All these data further confirm the potential of MPC in musculoskeletal tissue regeneration. Although further investigations in relevant animal models of musculoskeletal tissue degeneration are needed to definitely evaluate the efficacy of MPC in regenerating medicine, however excluding the intrinsic tumorigenic potential represents a fundamental step toward the definition of MPC-based medicinal products. However, it is urgent to establish reasonable recommendations for testing the tumorigenicity of somatic cells intended for transplantation as CBMPs, considering the inherent risks associated with applying these biological products.

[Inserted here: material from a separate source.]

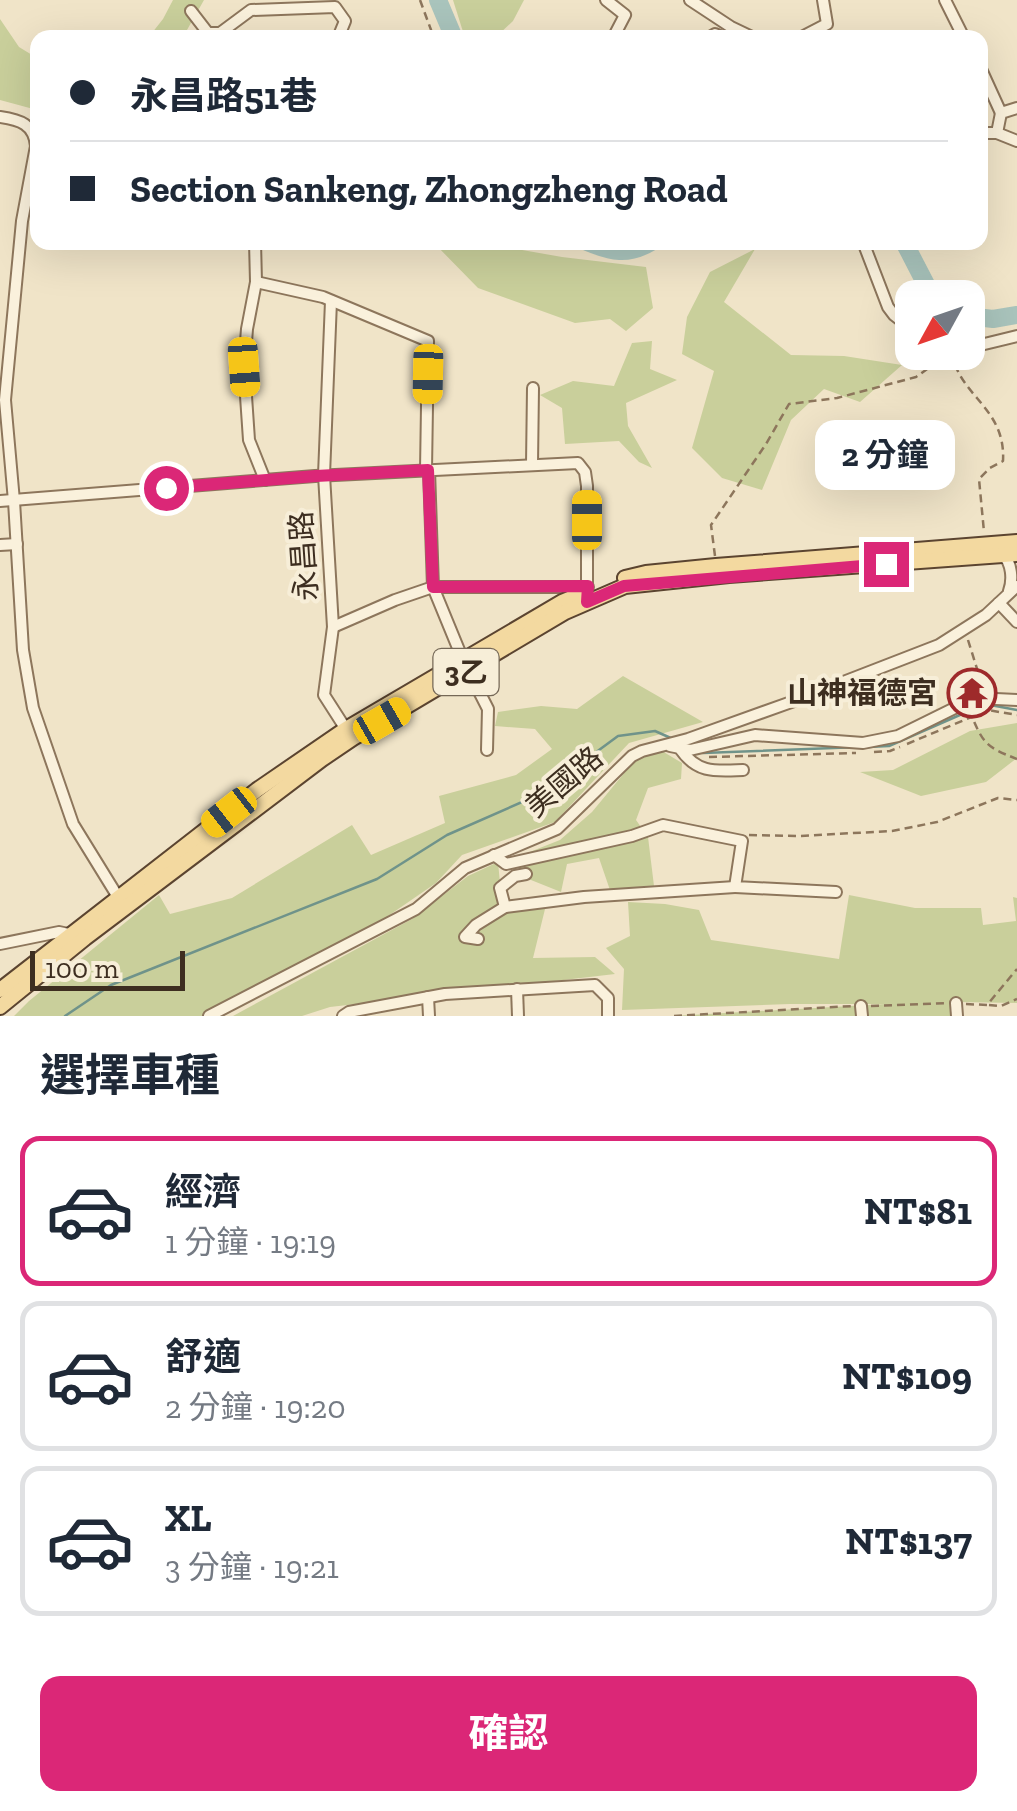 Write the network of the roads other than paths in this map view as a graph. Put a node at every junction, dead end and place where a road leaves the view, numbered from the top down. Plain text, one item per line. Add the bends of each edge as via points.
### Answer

This risk is fundamentally different from that of transplanting trace amounts of cells that are constitutively pluripotent and teratogenic, such as iPSC-derived products.

Supplementary Materials

The following supporting information can be downloaded at: Preprints.org.

Author Contributions

Conceptualization, SP and GB; methodology, MM, PO, AP, EP and SB.; formal analysis, SP and GB; resources and sample collection, PDP; data curation, SP, AP and GB; writing—original draft preparation, SP.; writing—review and editing, AP, BG. All authors have read and agreed to the published version of the manuscript.”.

Funding

This research received no external funding.

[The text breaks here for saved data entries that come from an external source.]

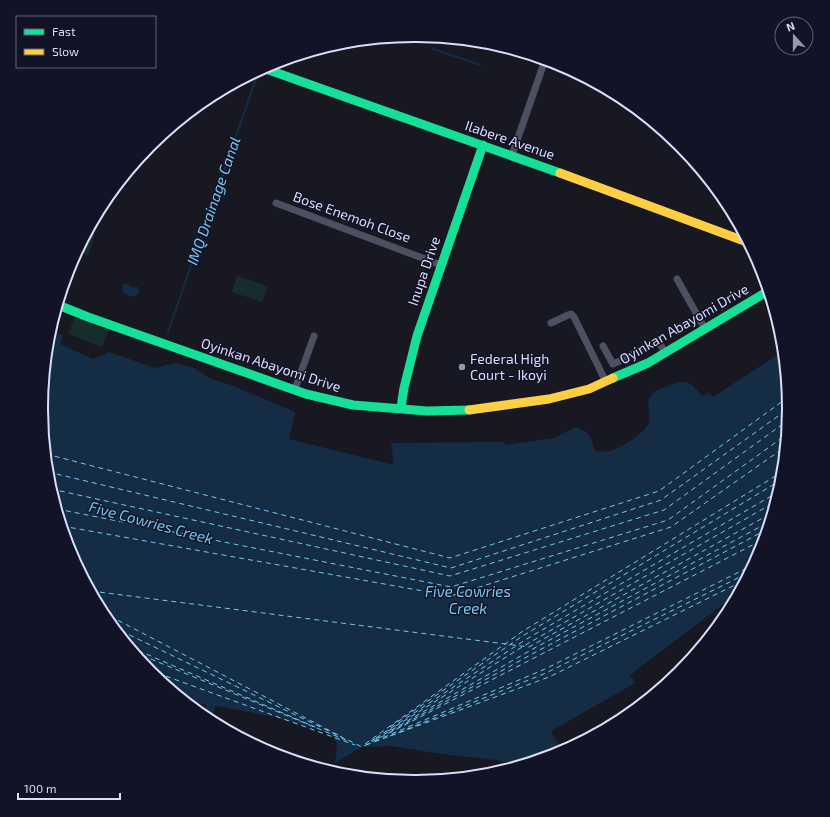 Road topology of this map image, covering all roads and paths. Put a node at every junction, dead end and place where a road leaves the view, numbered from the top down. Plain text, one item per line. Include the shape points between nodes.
1 (543, 65) edge
2 (272, 71) edge
3 (483, 146) junction
4 (512, 155) junction
5 (276, 203) dead end
6 (740, 239) edge
7 (441, 265) junction
8 (677, 279) dead end
9 (763, 294) edge
10 (63, 307) edge
11 (551, 323) dead end
12 (704, 329) junction
13 (314, 336) dead end
14 (603, 346) dead end
15 (665, 353) junction
16 (606, 382) junction
17 (295, 389) junction
18 (401, 408) junction

1 - 4 street
2 - 3 street, Ilabere Avenue
3 - 4 street, Ilabere Avenue
3 - 7 street, Inupa Drive
4 - 6 street, Ilabere Avenue
5 - 7 street, Bose Enemoh Close
7 - 18 street, Inupa Drive via 417,336
8 - 12 street
9 - 12 street, Oyinkan Abayomi Drive
10 - 17 street, Oyinkan Abayomi Drive
11 - 16 street via 571,314 574,317
12 - 15 street, Oyinkan Abayomi Drive
13 - 17 street
14 - 15 street via 613,364 658,340
15 - 16 street, Oyinkan Abayomi Drive
16 - 18 street, Oyinkan Abayomi Drive via 570,394 524,403 455,411
17 - 18 street, Oyinkan Abayomi Drive via 353,405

Institutional Review Board Statement

The human bone marrow sample collection was conducted in accordance with the Declaration of Helsinki, and approved by the local “CESF” ethics committee of the ‘‘Azienda Ospedaliero-Universitaria Pisana” (protocol code 27880/2016). The animal study protocol was approved by the Academic Organization Responsible for Animal Welfare [Organismo Preposto per il Benessere Animale (OPBA)] of the University of Pisa, following the Italian law D.lgs. 26/2014, and by the Italian Ministry of Health (Authorization No. 609/2017-PR, July 28th 2017).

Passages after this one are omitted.